The problem: Records appear below. Give all of them again, exactly.

Study material:
□ □ □ □ □
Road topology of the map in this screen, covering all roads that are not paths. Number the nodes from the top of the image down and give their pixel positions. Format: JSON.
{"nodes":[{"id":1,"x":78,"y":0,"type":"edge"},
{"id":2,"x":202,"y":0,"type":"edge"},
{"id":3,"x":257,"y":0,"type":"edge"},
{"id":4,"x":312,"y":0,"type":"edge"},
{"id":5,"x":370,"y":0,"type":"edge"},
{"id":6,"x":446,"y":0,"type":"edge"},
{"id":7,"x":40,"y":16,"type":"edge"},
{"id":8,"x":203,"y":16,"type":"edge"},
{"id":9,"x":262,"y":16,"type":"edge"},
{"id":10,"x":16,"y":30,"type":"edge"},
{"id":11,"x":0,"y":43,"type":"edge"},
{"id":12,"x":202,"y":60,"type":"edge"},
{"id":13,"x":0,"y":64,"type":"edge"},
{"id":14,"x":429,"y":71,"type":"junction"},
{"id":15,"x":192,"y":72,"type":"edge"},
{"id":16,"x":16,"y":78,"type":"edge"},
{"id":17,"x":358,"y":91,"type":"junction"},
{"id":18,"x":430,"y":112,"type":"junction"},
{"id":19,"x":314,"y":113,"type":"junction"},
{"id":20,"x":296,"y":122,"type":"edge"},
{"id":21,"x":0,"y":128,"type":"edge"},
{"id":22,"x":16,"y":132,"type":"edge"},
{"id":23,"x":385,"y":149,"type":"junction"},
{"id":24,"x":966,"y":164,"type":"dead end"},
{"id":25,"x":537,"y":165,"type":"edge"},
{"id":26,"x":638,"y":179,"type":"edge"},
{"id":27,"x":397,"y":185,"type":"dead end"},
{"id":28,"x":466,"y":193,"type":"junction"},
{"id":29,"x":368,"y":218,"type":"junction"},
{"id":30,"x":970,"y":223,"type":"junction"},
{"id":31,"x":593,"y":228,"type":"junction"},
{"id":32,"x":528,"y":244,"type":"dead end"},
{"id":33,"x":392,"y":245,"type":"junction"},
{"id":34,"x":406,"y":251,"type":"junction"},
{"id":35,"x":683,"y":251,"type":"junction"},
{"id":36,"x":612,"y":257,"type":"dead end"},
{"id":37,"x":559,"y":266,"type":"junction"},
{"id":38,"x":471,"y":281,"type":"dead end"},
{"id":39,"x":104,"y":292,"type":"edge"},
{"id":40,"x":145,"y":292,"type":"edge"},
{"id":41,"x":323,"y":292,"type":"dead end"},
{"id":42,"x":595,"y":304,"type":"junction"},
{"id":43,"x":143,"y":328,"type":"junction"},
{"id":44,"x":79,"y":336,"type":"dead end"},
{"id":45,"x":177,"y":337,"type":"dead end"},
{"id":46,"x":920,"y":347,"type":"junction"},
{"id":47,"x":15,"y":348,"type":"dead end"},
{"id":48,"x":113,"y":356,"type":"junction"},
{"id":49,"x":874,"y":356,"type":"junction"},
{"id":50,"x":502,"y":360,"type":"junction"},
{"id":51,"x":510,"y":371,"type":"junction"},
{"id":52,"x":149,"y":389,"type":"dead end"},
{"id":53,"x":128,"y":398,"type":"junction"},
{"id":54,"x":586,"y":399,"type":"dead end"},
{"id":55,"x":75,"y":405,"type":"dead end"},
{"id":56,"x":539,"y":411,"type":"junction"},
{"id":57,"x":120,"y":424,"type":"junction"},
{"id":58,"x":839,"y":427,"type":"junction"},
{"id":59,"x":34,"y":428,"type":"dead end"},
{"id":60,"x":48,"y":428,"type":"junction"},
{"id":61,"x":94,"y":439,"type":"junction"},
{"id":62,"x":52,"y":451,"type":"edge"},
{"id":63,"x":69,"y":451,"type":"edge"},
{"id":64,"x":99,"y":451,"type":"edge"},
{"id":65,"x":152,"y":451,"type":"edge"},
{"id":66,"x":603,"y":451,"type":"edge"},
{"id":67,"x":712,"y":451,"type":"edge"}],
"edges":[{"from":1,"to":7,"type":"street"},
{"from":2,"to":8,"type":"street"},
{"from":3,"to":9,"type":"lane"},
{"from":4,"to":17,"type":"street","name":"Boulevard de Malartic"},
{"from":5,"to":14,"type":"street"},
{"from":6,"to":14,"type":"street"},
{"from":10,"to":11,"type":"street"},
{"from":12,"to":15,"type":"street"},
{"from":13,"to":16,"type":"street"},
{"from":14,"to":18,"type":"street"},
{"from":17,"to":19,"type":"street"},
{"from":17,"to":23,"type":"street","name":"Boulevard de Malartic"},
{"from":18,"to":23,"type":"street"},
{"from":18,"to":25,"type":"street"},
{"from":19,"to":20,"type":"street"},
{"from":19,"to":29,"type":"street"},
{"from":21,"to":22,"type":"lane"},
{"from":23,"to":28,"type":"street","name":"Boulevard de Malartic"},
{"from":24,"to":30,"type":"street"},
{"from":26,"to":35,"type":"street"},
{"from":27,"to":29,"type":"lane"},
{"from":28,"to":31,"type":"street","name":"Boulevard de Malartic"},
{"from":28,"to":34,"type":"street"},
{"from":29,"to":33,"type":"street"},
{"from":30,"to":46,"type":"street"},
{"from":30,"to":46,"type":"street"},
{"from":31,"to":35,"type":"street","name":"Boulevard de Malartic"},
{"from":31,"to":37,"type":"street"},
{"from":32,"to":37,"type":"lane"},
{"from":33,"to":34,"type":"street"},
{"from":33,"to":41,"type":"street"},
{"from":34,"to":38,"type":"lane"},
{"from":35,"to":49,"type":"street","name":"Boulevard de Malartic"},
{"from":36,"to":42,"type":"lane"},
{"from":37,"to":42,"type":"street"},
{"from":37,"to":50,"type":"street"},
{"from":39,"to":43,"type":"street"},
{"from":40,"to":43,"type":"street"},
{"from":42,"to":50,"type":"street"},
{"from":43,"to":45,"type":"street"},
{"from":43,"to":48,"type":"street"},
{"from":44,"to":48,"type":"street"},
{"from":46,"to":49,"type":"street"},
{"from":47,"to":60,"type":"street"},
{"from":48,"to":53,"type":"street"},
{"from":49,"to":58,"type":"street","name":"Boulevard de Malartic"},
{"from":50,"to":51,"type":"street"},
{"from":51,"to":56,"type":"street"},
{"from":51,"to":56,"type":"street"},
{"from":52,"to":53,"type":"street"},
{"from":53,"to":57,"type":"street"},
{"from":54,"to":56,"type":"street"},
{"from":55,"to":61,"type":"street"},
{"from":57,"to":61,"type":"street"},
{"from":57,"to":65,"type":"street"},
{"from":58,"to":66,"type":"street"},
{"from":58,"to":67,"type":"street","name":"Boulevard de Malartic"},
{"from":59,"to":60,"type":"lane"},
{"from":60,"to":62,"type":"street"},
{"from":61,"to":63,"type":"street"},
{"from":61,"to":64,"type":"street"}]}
□ □ □ □ □
Exercise answer:
Road topology of the map in this screen, covering all roads that are not paths. Number the nodes from the top of the image down and give their pixel positions. Format: JSON.
{"nodes":[{"id":1,"x":78,"y":0,"type":"edge"},
{"id":2,"x":202,"y":0,"type":"edge"},
{"id":3,"x":257,"y":0,"type":"edge"},
{"id":4,"x":312,"y":0,"type":"edge"},
{"id":5,"x":370,"y":0,"type":"edge"},
{"id":6,"x":446,"y":0,"type":"edge"},
{"id":7,"x":40,"y":16,"type":"edge"},
{"id":8,"x":203,"y":16,"type":"edge"},
{"id":9,"x":262,"y":16,"type":"edge"},
{"id":10,"x":16,"y":30,"type":"edge"},
{"id":11,"x":0,"y":43,"type":"edge"},
{"id":12,"x":202,"y":60,"type":"edge"},
{"id":13,"x":0,"y":64,"type":"edge"},
{"id":14,"x":429,"y":71,"type":"junction"},
{"id":15,"x":192,"y":72,"type":"edge"},
{"id":16,"x":16,"y":78,"type":"edge"},
{"id":17,"x":358,"y":91,"type":"junction"},
{"id":18,"x":430,"y":112,"type":"junction"},
{"id":19,"x":314,"y":113,"type":"junction"},
{"id":20,"x":296,"y":122,"type":"edge"},
{"id":21,"x":0,"y":128,"type":"edge"},
{"id":22,"x":16,"y":132,"type":"edge"},
{"id":23,"x":385,"y":149,"type":"junction"},
{"id":24,"x":966,"y":164,"type":"dead end"},
{"id":25,"x":537,"y":165,"type":"edge"},
{"id":26,"x":638,"y":179,"type":"edge"},
{"id":27,"x":397,"y":185,"type":"dead end"},
{"id":28,"x":466,"y":193,"type":"junction"},
{"id":29,"x":368,"y":218,"type":"junction"},
{"id":30,"x":970,"y":223,"type":"junction"},
{"id":31,"x":593,"y":228,"type":"junction"},
{"id":32,"x":528,"y":244,"type":"dead end"},
{"id":33,"x":392,"y":245,"type":"junction"},
{"id":34,"x":406,"y":251,"type":"junction"},
{"id":35,"x":683,"y":251,"type":"junction"},
{"id":36,"x":612,"y":257,"type":"dead end"},
{"id":37,"x":559,"y":266,"type":"junction"},
{"id":38,"x":471,"y":281,"type":"dead end"},
{"id":39,"x":104,"y":292,"type":"edge"},
{"id":40,"x":145,"y":292,"type":"edge"},
{"id":41,"x":323,"y":292,"type":"dead end"},
{"id":42,"x":595,"y":304,"type":"junction"},
{"id":43,"x":143,"y":328,"type":"junction"},
{"id":44,"x":79,"y":336,"type":"dead end"},
{"id":45,"x":177,"y":337,"type":"dead end"},
{"id":46,"x":920,"y":347,"type":"junction"},
{"id":47,"x":15,"y":348,"type":"dead end"},
{"id":48,"x":113,"y":356,"type":"junction"},
{"id":49,"x":874,"y":356,"type":"junction"},
{"id":50,"x":502,"y":360,"type":"junction"},
{"id":51,"x":510,"y":371,"type":"junction"},
{"id":52,"x":149,"y":389,"type":"dead end"},
{"id":53,"x":128,"y":398,"type":"junction"},
{"id":54,"x":586,"y":399,"type":"dead end"},
{"id":55,"x":75,"y":405,"type":"dead end"},
{"id":56,"x":539,"y":411,"type":"junction"},
{"id":57,"x":120,"y":424,"type":"junction"},
{"id":58,"x":839,"y":427,"type":"junction"},
{"id":59,"x":34,"y":428,"type":"dead end"},
{"id":60,"x":48,"y":428,"type":"junction"},
{"id":61,"x":94,"y":439,"type":"junction"},
{"id":62,"x":52,"y":451,"type":"edge"},
{"id":63,"x":69,"y":451,"type":"edge"},
{"id":64,"x":99,"y":451,"type":"edge"},
{"id":65,"x":152,"y":451,"type":"edge"},
{"id":66,"x":603,"y":451,"type":"edge"},
{"id":67,"x":712,"y":451,"type":"edge"}],
"edges":[{"from":1,"to":7,"type":"street"},
{"from":2,"to":8,"type":"street"},
{"from":3,"to":9,"type":"lane"},
{"from":4,"to":17,"type":"street","name":"Boulevard de Malartic"},
{"from":5,"to":14,"type":"street"},
{"from":6,"to":14,"type":"street"},
{"from":10,"to":11,"type":"street"},
{"from":12,"to":15,"type":"street"},
{"from":13,"to":16,"type":"street"},
{"from":14,"to":18,"type":"street"},
{"from":17,"to":19,"type":"street"},
{"from":17,"to":23,"type":"street","name":"Boulevard de Malartic"},
{"from":18,"to":23,"type":"street"},
{"from":18,"to":25,"type":"street"},
{"from":19,"to":20,"type":"street"},
{"from":19,"to":29,"type":"street"},
{"from":21,"to":22,"type":"lane"},
{"from":23,"to":28,"type":"street","name":"Boulevard de Malartic"},
{"from":24,"to":30,"type":"street"},
{"from":26,"to":35,"type":"street"},
{"from":27,"to":29,"type":"lane"},
{"from":28,"to":31,"type":"street","name":"Boulevard de Malartic"},
{"from":28,"to":34,"type":"street"},
{"from":29,"to":33,"type":"street"},
{"from":30,"to":46,"type":"street"},
{"from":30,"to":46,"type":"street"},
{"from":31,"to":35,"type":"street","name":"Boulevard de Malartic"},
{"from":31,"to":37,"type":"street"},
{"from":32,"to":37,"type":"lane"},
{"from":33,"to":34,"type":"street"},
{"from":33,"to":41,"type":"street"},
{"from":34,"to":38,"type":"lane"},
{"from":35,"to":49,"type":"street","name":"Boulevard de Malartic"},
{"from":36,"to":42,"type":"lane"},
{"from":37,"to":42,"type":"street"},
{"from":37,"to":50,"type":"street"},
{"from":39,"to":43,"type":"street"},
{"from":40,"to":43,"type":"street"},
{"from":42,"to":50,"type":"street"},
{"from":43,"to":45,"type":"street"},
{"from":43,"to":48,"type":"street"},
{"from":44,"to":48,"type":"street"},
{"from":46,"to":49,"type":"street"},
{"from":47,"to":60,"type":"street"},
{"from":48,"to":53,"type":"street"},
{"from":49,"to":58,"type":"street","name":"Boulevard de Malartic"},
{"from":50,"to":51,"type":"street"},
{"from":51,"to":56,"type":"street"},
{"from":51,"to":56,"type":"street"},
{"from":52,"to":53,"type":"street"},
{"from":53,"to":57,"type":"street"},
{"from":54,"to":56,"type":"street"},
{"from":55,"to":61,"type":"street"},
{"from":57,"to":61,"type":"street"},
{"from":57,"to":65,"type":"street"},
{"from":58,"to":66,"type":"street"},
{"from":58,"to":67,"type":"street","name":"Boulevard de Malartic"},
{"from":59,"to":60,"type":"lane"},
{"from":60,"to":62,"type":"street"},
{"from":61,"to":63,"type":"street"},
{"from":61,"to":64,"type":"street"}]}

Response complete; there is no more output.